■ DIRECTIONS FOR THIS TASK:
Without changing anything, copy out each entry.

Saved data entries
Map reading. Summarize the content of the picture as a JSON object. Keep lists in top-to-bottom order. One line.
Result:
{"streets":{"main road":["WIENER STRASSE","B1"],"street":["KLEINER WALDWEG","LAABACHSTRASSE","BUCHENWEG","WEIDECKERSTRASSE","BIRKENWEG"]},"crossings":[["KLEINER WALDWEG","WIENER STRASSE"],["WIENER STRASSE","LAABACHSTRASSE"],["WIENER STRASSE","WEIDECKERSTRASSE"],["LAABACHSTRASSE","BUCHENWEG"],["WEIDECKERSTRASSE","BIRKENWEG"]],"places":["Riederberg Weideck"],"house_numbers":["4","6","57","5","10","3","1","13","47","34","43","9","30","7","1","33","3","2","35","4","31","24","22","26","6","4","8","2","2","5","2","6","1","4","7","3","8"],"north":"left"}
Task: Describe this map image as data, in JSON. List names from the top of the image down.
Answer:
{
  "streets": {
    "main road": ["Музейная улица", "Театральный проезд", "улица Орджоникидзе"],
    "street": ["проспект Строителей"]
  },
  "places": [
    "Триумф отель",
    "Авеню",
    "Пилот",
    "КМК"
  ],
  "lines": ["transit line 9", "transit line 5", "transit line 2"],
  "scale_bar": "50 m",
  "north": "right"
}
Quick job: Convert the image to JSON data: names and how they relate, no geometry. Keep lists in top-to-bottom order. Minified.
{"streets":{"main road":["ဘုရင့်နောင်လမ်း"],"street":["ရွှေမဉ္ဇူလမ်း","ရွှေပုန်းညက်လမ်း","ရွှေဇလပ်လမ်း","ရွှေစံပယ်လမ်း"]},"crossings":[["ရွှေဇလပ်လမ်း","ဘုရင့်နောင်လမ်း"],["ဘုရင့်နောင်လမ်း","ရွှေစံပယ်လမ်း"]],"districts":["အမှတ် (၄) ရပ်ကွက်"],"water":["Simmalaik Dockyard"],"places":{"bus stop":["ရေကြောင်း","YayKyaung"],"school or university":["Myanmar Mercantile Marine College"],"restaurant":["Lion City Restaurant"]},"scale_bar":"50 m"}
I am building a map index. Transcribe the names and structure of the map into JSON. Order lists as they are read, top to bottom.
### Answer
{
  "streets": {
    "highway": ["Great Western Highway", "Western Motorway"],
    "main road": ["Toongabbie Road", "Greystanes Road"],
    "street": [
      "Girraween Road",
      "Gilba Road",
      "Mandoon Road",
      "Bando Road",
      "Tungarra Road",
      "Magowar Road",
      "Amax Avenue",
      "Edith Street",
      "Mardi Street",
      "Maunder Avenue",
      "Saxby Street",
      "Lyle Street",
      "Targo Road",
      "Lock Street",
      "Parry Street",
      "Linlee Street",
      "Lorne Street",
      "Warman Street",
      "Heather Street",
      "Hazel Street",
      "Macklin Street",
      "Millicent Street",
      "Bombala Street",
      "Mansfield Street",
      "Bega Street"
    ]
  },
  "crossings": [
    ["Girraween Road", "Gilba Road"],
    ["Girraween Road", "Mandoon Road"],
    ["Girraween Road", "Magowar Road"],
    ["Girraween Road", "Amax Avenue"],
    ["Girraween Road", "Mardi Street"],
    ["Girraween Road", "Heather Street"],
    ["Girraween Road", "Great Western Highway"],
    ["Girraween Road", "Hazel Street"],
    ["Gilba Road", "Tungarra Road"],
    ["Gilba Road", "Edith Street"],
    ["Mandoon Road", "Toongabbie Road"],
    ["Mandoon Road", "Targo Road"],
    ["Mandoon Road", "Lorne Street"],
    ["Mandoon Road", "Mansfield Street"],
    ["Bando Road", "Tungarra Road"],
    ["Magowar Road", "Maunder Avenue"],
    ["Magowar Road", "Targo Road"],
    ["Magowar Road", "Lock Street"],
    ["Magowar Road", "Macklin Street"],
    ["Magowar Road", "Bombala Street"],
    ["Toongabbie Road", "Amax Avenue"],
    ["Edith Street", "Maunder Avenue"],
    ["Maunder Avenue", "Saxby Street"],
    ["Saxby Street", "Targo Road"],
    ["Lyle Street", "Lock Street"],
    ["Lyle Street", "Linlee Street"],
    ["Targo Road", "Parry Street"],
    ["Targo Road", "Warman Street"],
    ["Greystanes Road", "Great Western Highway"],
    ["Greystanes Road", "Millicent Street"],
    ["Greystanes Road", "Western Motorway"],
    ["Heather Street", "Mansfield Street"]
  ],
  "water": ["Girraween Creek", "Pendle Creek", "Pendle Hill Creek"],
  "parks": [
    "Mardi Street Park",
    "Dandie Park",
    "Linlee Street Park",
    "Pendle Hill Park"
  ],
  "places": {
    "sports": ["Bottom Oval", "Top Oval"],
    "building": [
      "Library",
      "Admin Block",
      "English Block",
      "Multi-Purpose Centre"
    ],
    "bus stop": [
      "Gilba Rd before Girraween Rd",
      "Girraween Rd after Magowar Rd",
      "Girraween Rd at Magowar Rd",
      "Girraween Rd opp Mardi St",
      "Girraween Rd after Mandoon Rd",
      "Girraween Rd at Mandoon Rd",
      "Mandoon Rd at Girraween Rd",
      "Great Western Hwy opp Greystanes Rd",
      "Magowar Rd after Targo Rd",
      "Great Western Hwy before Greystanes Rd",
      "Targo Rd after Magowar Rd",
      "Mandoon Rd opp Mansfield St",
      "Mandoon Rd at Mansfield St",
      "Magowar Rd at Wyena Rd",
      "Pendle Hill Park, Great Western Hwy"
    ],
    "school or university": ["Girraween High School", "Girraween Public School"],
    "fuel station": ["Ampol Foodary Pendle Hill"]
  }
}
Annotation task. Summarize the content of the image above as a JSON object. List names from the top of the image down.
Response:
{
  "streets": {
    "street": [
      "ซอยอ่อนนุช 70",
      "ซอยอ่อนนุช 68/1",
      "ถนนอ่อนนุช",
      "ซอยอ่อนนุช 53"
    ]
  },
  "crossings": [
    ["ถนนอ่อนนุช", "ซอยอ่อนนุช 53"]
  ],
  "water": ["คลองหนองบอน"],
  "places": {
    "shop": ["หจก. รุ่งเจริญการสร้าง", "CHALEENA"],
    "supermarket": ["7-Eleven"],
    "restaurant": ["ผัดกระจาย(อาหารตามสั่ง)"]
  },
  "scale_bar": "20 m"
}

■ RESPONSE BOX:
Map reading. Summarize the content of the picture as a JSON object. Keep lists in top-to-bottom order. One line.
Result:
{"streets":{"main road":["WIENER STRASSE","B1"],"street":["KLEINER WALDWEG","LAABACHSTRASSE","BUCHENWEG","WEIDECKERSTRASSE","BIRKENWEG"]},"crossings":[["KLEINER WALDWEG","WIENER STRASSE"],["WIENER STRASSE","LAABACHSTRASSE"],["WIENER STRASSE","WEIDECKERSTRASSE"],["LAABACHSTRASSE","BUCHENWEG"],["WEIDECKERSTRASSE","BIRKENWEG"]],"places":["Riederberg Weideck"],"house_numbers":["4","6","57","5","10","3","1","13","47","34","43","9","30","7","1","33","3","2","35","4","31","24","22","26","6","4","8","2","2","5","2","6","1","4","7","3","8"],"north":"left"}
Task: Describe this map image as data, in JSON. List names from the top of the image down.
Answer:
{
  "streets": {
    "main road": ["Музейная улица", "Театральный проезд", "улица Орджоникидзе"],
    "street": ["проспект Строителей"]
  },
  "places": [
    "Триумф отель",
    "Авеню",
    "Пилот",
    "КМК"
  ],
  "lines": ["transit line 9", "transit line 5", "transit line 2"],
  "scale_bar": "50 m",
  "north": "right"
}
Quick job: Convert the image to JSON data: names and how they relate, no geometry. Keep lists in top-to-bottom order. Minified.
{"streets":{"main road":["ဘုရင့်နောင်လမ်း"],"street":["ရွှေမဉ္ဇူလမ်း","ရွှေပုန်းညက်လမ်း","ရွှေဇလပ်လမ်း","ရွှေစံပယ်လမ်း"]},"crossings":[["ရွှေဇလပ်လမ်း","ဘုရင့်နောင်လမ်း"],["ဘုရင့်နောင်လမ်း","ရွှေစံပယ်လမ်း"]],"districts":["အမှတ် (၄) ရပ်ကွက်"],"water":["Simmalaik Dockyard"],"places":{"bus stop":["ရေကြောင်း","YayKyaung"],"school or university":["Myanmar Mercantile Marine College"],"restaurant":["Lion City Restaurant"]},"scale_bar":"50 m"}
I am building a map index. Transcribe the names and structure of the map into JSON. Order lists as they are read, top to bottom.
### Answer
{
  "streets": {
    "highway": ["Great Western Highway", "Western Motorway"],
    "main road": ["Toongabbie Road", "Greystanes Road"],
    "street": [
      "Girraween Road",
      "Gilba Road",
      "Mandoon Road",
      "Bando Road",
      "Tungarra Road",
      "Magowar Road",
      "Amax Avenue",
      "Edith Street",
      "Mardi Street",
      "Maunder Avenue",
      "Saxby Street",
      "Lyle Street",
      "Targo Road",
      "Lock Street",
      "Parry Street",
      "Linlee Street",
      "Lorne Street",
      "Warman Street",
      "Heather Street",
      "Hazel Street",
      "Macklin Street",
      "Millicent Street",
      "Bombala Street",
      "Mansfield Street",
      "Bega Street"
    ]
  },
  "crossings": [
    ["Girraween Road", "Gilba Road"],
    ["Girraween Road", "Mandoon Road"],
    ["Girraween Road", "Magowar Road"],
    ["Girraween Road", "Amax Avenue"],
    ["Girraween Road", "Mardi Street"],
    ["Girraween Road", "Heather Street"],
    ["Girraween Road", "Great Western Highway"],
    ["Girraween Road", "Hazel Street"],
    ["Gilba Road", "Tungarra Road"],
    ["Gilba Road", "Edith Street"],
    ["Mandoon Road", "Toongabbie Road"],
    ["Mandoon Road", "Targo Road"],
    ["Mandoon Road", "Lorne Street"],
    ["Mandoon Road", "Mansfield Street"],
    ["Bando Road", "Tungarra Road"],
    ["Magowar Road", "Maunder Avenue"],
    ["Magowar Road", "Targo Road"],
    ["Magowar Road", "Lock Street"],
    ["Magowar Road", "Macklin Street"],
    ["Magowar Road", "Bombala Street"],
    ["Toongabbie Road", "Amax Avenue"],
    ["Edith Street", "Maunder Avenue"],
    ["Maunder Avenue", "Saxby Street"],
    ["Saxby Street", "Targo Road"],
    ["Lyle Street", "Lock Street"],
    ["Lyle Street", "Linlee Street"],
    ["Targo Road", "Parry Street"],
    ["Targo Road", "Warman Street"],
    ["Greystanes Road", "Great Western Highway"],
    ["Greystanes Road", "Millicent Street"],
    ["Greystanes Road", "Western Motorway"],
    ["Heather Street", "Mansfield Street"]
  ],
  "water": ["Girraween Creek", "Pendle Creek", "Pendle Hill Creek"],
  "parks": [
    "Mardi Street Park",
    "Dandie Park",
    "Linlee Street Park",
    "Pendle Hill Park"
  ],
  "places": {
    "sports": ["Bottom Oval", "Top Oval"],
    "building": [
      "Library",
      "Admin Block",
      "English Block",
      "Multi-Purpose Centre"
    ],
    "bus stop": [
      "Gilba Rd before Girraween Rd",
      "Girraween Rd after Magowar Rd",
      "Girraween Rd at Magowar Rd",
      "Girraween Rd opp Mardi St",
      "Girraween Rd after Mandoon Rd",
      "Girraween Rd at Mandoon Rd",
      "Mandoon Rd at Girraween Rd",
      "Great Western Hwy opp Greystanes Rd",
      "Magowar Rd after Targo Rd",
      "Great Western Hwy before Greystanes Rd",
      "Targo Rd after Magowar Rd",
      "Mandoon Rd opp Mansfield St",
      "Mandoon Rd at Mansfield St",
      "Magowar Rd at Wyena Rd",
      "Pendle Hill Park, Great Western Hwy"
    ],
    "school or university": ["Girraween High School", "Girraween Public School"],
    "fuel station": ["Ampol Foodary Pendle Hill"]
  }
}
Annotation task. Summarize the content of the image above as a JSON object. List names from the top of the image down.
Response:
{
  "streets": {
    "street": [
      "ซอยอ่อนนุช 70",
      "ซอยอ่อนนุช 68/1",
      "ถนนอ่อนนุช",
      "ซอยอ่อนนุช 53"
    ]
  },
  "crossings": [
    ["ถนนอ่อนนุช", "ซอยอ่อนนุช 53"]
  ],
  "water": ["คลองหนองบอน"],
  "places": {
    "shop": ["หจก. รุ่งเจริญการสร้าง", "CHALEENA"],
    "supermarket": ["7-Eleven"],
    "restaurant": ["ผัดกระจาย(อาหารตามสั่ง)"]
  },
  "scale_bar": "20 m"
}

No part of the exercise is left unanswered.